• [PROBLEM]: A complete answer lists every line of the entries below where the string "САДОВА" appears.

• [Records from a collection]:
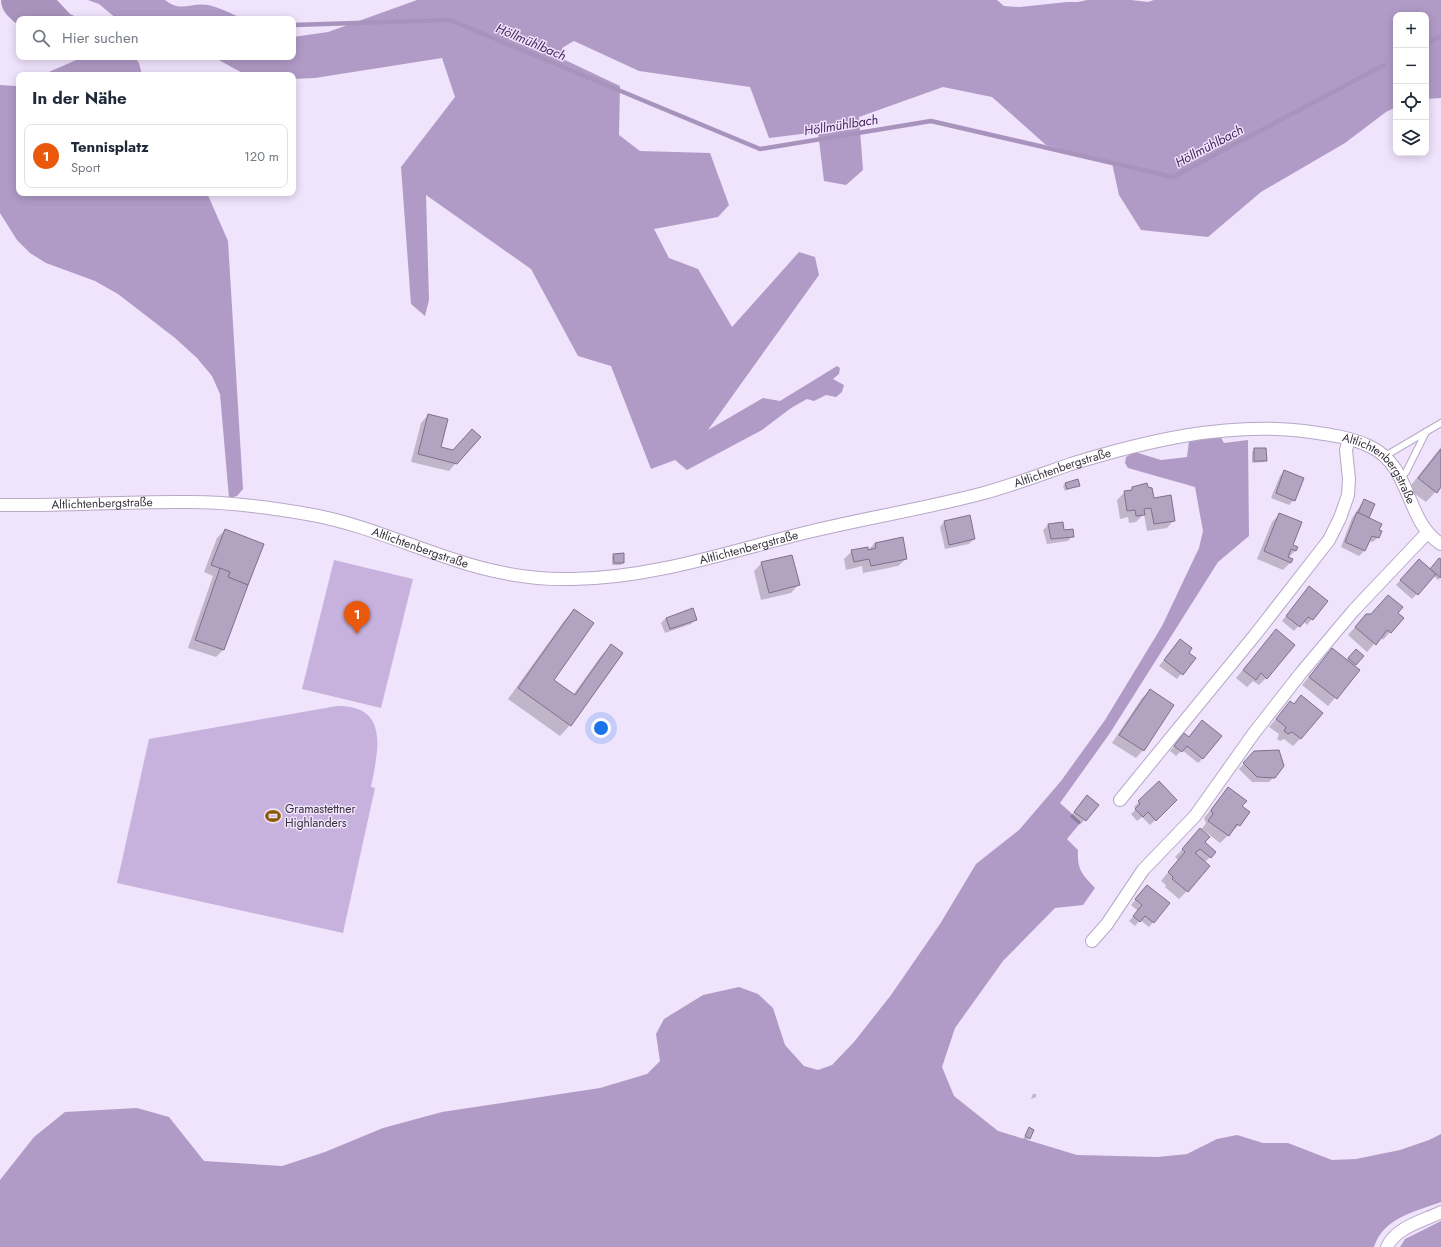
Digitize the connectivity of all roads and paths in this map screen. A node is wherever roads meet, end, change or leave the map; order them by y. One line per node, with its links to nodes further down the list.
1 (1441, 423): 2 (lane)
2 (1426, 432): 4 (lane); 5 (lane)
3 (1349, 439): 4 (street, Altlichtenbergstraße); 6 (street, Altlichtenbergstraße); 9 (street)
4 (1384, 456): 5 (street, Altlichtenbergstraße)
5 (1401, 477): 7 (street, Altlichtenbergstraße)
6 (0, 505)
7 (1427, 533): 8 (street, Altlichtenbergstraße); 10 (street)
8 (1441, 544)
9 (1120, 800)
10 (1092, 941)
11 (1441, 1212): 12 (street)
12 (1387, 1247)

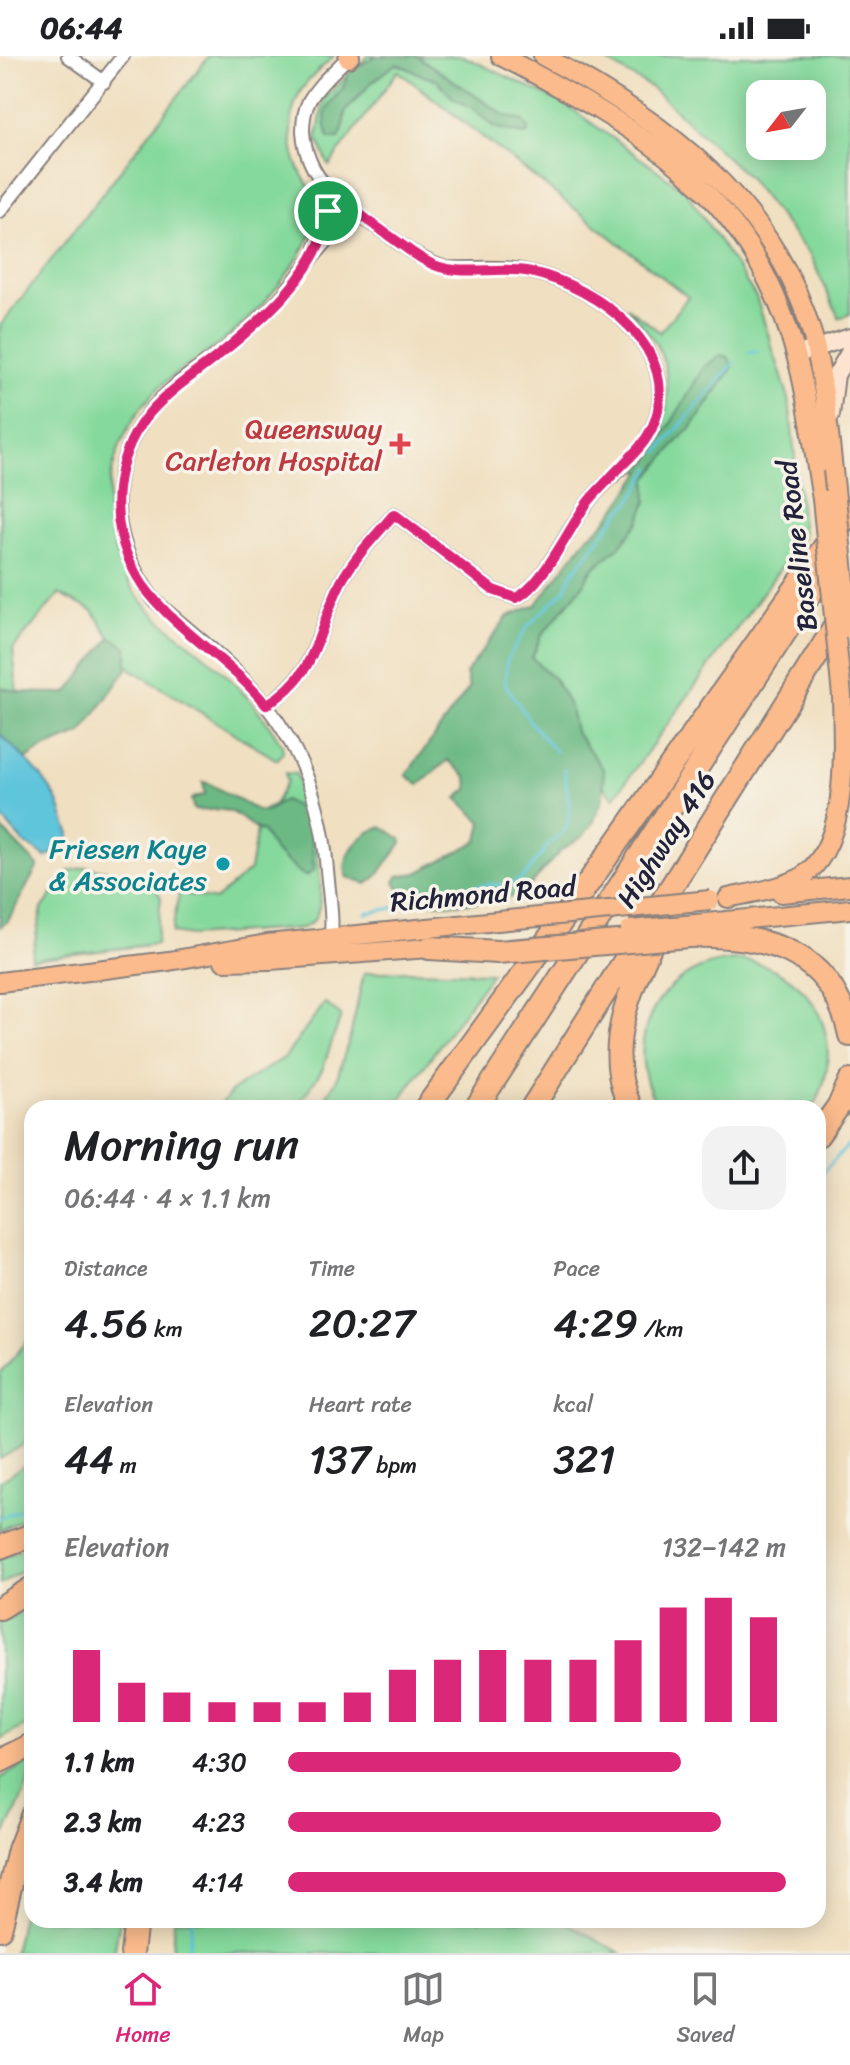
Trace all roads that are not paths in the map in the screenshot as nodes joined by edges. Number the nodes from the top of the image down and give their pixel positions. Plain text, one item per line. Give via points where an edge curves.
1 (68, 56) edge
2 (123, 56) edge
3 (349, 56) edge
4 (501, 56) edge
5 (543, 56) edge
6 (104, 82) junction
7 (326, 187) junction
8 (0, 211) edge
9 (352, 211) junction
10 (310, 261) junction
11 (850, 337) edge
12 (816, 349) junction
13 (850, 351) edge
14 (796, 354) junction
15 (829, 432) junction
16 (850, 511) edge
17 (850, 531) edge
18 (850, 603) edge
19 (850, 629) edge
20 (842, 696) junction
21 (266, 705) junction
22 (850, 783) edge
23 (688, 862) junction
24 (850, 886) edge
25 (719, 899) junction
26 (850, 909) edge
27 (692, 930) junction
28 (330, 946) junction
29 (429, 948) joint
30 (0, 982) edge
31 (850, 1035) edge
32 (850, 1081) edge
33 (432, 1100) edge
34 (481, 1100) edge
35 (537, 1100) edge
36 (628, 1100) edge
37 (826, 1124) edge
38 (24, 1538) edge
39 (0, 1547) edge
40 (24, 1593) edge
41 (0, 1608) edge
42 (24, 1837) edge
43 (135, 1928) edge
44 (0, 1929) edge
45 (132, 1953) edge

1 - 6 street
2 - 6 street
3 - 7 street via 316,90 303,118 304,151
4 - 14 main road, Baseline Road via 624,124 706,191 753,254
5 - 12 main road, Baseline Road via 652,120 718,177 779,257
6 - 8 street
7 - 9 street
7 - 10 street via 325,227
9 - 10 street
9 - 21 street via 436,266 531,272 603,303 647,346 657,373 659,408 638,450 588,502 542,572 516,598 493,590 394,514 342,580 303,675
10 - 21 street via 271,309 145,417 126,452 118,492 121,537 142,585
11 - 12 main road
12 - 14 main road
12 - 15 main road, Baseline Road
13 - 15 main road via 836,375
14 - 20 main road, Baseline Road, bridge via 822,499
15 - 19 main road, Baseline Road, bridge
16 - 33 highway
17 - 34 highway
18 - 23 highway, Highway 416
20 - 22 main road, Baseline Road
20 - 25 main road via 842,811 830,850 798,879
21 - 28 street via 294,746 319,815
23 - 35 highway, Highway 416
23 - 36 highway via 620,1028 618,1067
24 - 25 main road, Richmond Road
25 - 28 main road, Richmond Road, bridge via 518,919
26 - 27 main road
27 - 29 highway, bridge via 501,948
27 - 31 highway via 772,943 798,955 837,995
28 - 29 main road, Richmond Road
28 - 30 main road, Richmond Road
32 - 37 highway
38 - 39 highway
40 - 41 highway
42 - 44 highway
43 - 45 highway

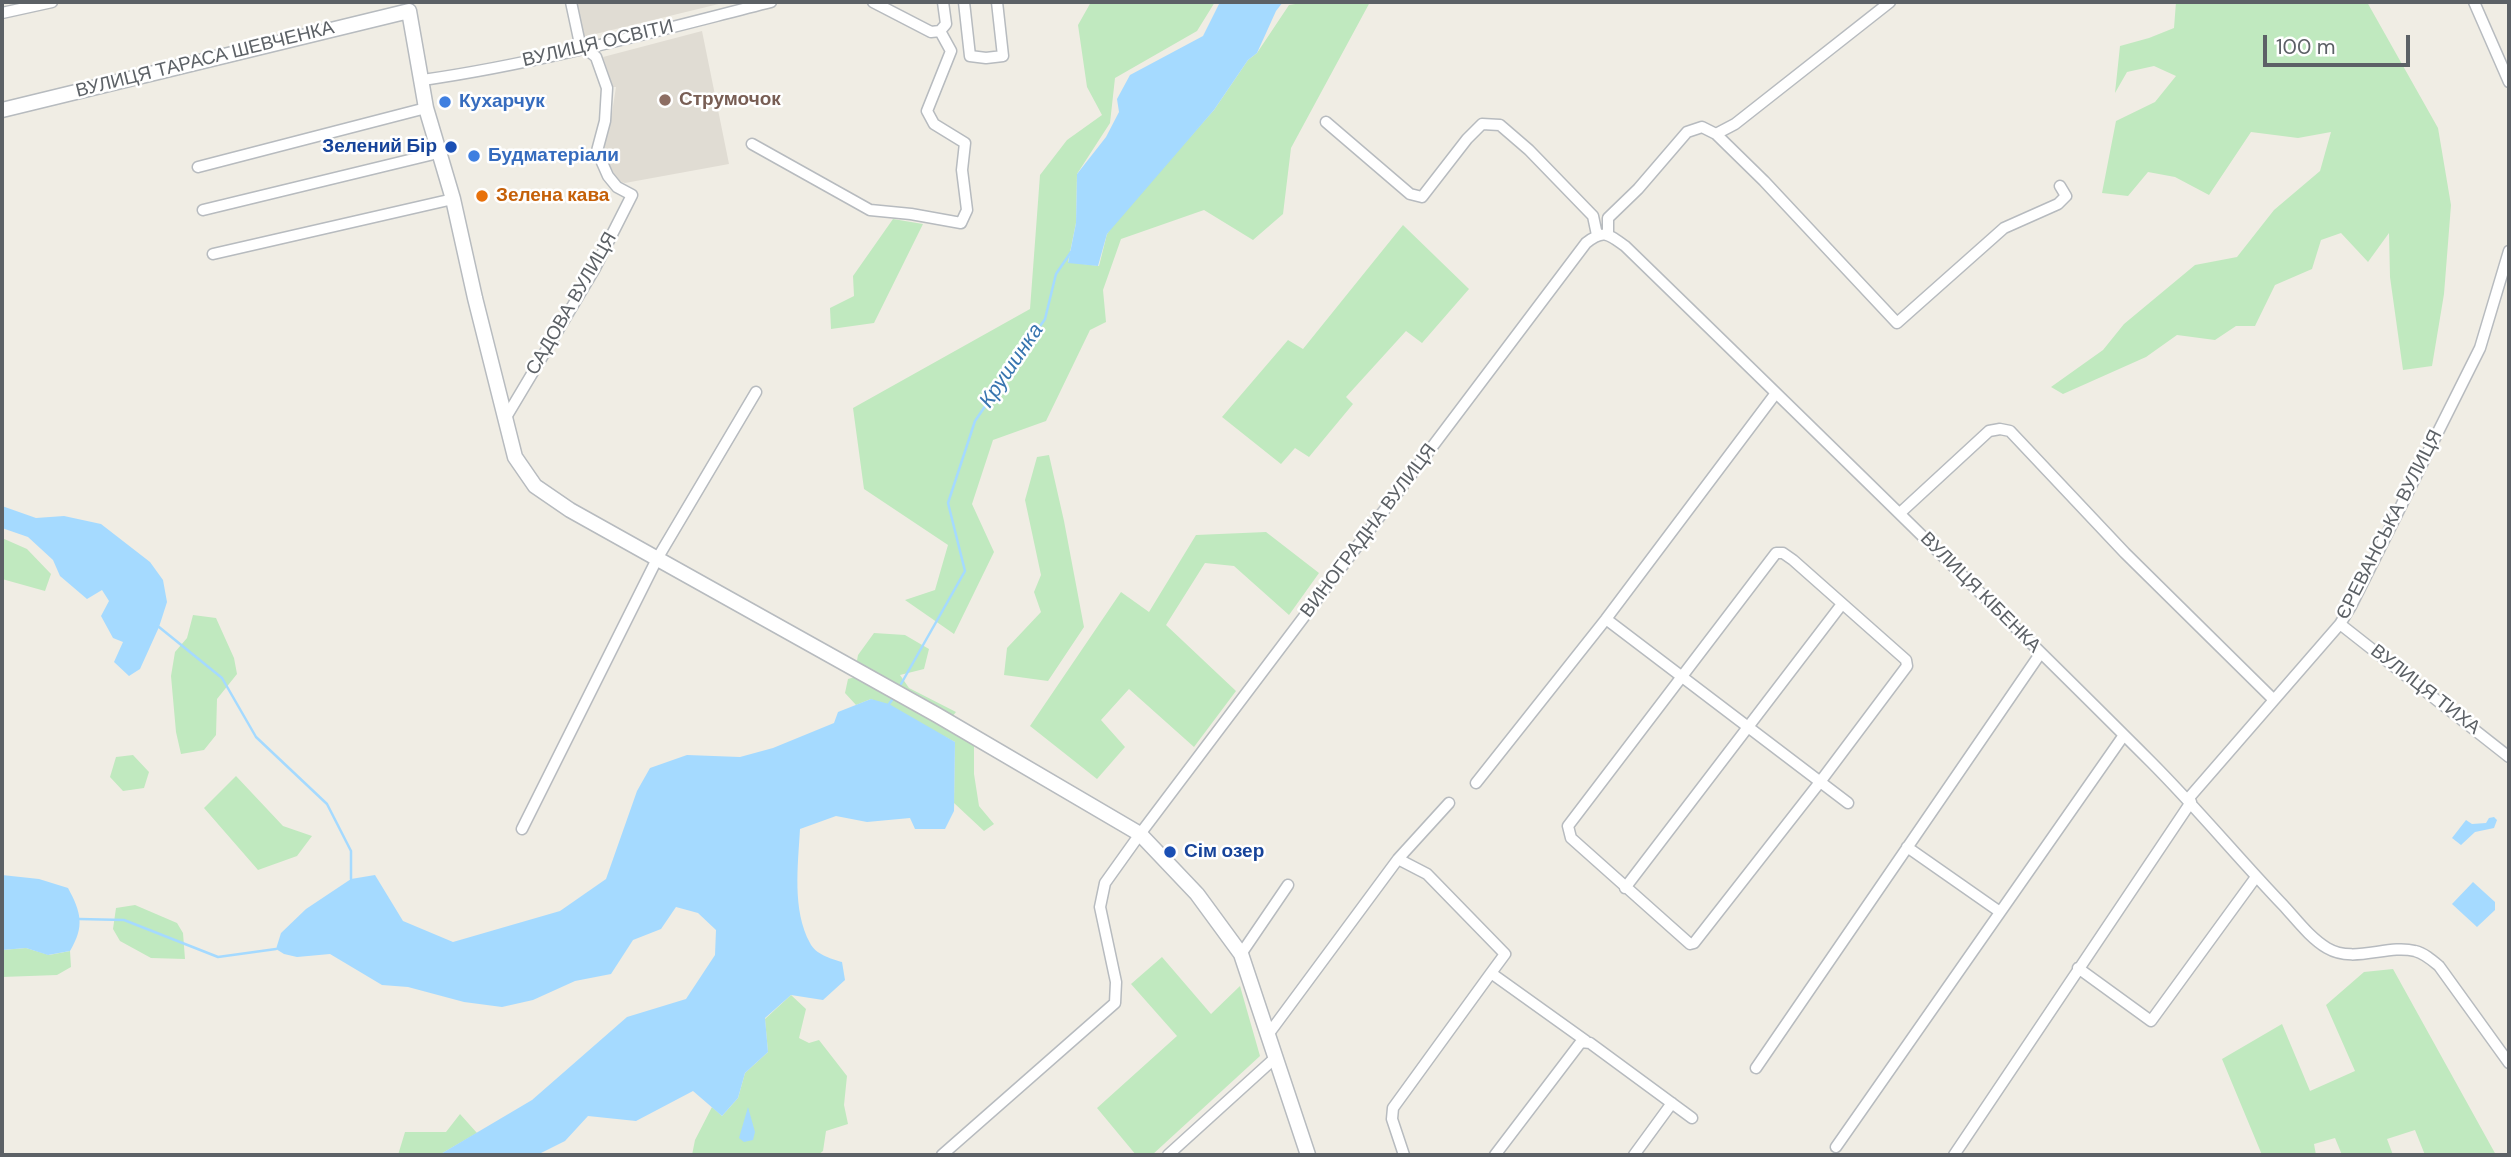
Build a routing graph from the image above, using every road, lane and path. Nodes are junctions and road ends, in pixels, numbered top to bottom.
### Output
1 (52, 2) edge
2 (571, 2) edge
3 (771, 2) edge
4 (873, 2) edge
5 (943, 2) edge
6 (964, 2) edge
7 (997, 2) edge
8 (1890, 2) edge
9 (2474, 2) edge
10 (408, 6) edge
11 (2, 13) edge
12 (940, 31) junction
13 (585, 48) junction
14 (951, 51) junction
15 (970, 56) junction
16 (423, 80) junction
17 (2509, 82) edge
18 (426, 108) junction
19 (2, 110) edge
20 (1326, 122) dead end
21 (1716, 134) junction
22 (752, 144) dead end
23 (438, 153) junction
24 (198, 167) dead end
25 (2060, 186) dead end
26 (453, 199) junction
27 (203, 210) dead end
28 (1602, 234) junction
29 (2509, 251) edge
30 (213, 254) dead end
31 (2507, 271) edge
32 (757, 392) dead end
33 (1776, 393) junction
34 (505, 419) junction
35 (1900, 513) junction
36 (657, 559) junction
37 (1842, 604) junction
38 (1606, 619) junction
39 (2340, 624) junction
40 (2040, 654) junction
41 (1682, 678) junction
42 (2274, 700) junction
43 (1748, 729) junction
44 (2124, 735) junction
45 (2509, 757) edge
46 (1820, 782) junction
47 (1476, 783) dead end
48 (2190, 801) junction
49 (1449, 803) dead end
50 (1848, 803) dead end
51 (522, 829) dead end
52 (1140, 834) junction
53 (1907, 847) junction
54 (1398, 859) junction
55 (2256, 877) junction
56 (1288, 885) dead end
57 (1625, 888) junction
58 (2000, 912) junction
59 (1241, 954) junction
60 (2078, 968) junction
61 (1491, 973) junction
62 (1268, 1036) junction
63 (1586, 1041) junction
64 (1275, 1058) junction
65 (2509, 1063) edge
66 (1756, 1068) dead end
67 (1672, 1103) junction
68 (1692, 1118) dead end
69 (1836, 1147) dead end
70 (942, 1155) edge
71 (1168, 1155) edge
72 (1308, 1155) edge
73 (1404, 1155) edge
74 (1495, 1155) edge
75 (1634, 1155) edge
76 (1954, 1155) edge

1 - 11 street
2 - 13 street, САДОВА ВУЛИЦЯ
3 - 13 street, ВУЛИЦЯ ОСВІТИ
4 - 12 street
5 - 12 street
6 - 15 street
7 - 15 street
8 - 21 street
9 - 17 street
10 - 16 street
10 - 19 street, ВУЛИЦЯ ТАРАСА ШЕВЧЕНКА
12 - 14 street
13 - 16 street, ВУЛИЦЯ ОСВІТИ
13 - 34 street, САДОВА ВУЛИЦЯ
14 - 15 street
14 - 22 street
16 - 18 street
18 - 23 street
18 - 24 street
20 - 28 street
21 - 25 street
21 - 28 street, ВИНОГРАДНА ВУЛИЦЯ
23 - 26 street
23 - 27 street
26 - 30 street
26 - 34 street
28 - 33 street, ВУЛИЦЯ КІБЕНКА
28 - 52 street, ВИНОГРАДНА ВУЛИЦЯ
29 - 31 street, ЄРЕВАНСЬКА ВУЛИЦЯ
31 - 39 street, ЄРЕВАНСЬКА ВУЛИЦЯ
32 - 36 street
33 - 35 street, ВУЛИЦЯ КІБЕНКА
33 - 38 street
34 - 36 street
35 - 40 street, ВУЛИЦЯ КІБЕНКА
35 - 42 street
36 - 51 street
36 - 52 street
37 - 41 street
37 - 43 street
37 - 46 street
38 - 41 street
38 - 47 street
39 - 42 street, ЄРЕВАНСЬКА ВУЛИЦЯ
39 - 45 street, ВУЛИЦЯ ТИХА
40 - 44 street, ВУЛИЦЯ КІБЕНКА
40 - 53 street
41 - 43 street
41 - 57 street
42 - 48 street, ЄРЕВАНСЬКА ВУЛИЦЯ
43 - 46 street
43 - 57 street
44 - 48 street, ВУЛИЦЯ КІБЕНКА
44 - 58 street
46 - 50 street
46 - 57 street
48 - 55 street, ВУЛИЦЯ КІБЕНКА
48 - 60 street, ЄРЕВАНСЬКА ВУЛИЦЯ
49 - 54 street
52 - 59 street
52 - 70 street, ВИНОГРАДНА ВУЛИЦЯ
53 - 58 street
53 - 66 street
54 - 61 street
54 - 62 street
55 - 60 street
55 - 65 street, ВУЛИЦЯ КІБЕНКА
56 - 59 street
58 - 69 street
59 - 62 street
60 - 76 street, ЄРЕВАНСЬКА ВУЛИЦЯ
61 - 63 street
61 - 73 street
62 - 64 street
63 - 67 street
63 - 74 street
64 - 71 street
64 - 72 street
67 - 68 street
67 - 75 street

• [RESPONSE BOX]:
2 - 13 street, САДОВА ВУЛИЦЯ
13 - 34 street, САДОВА ВУЛИЦЯ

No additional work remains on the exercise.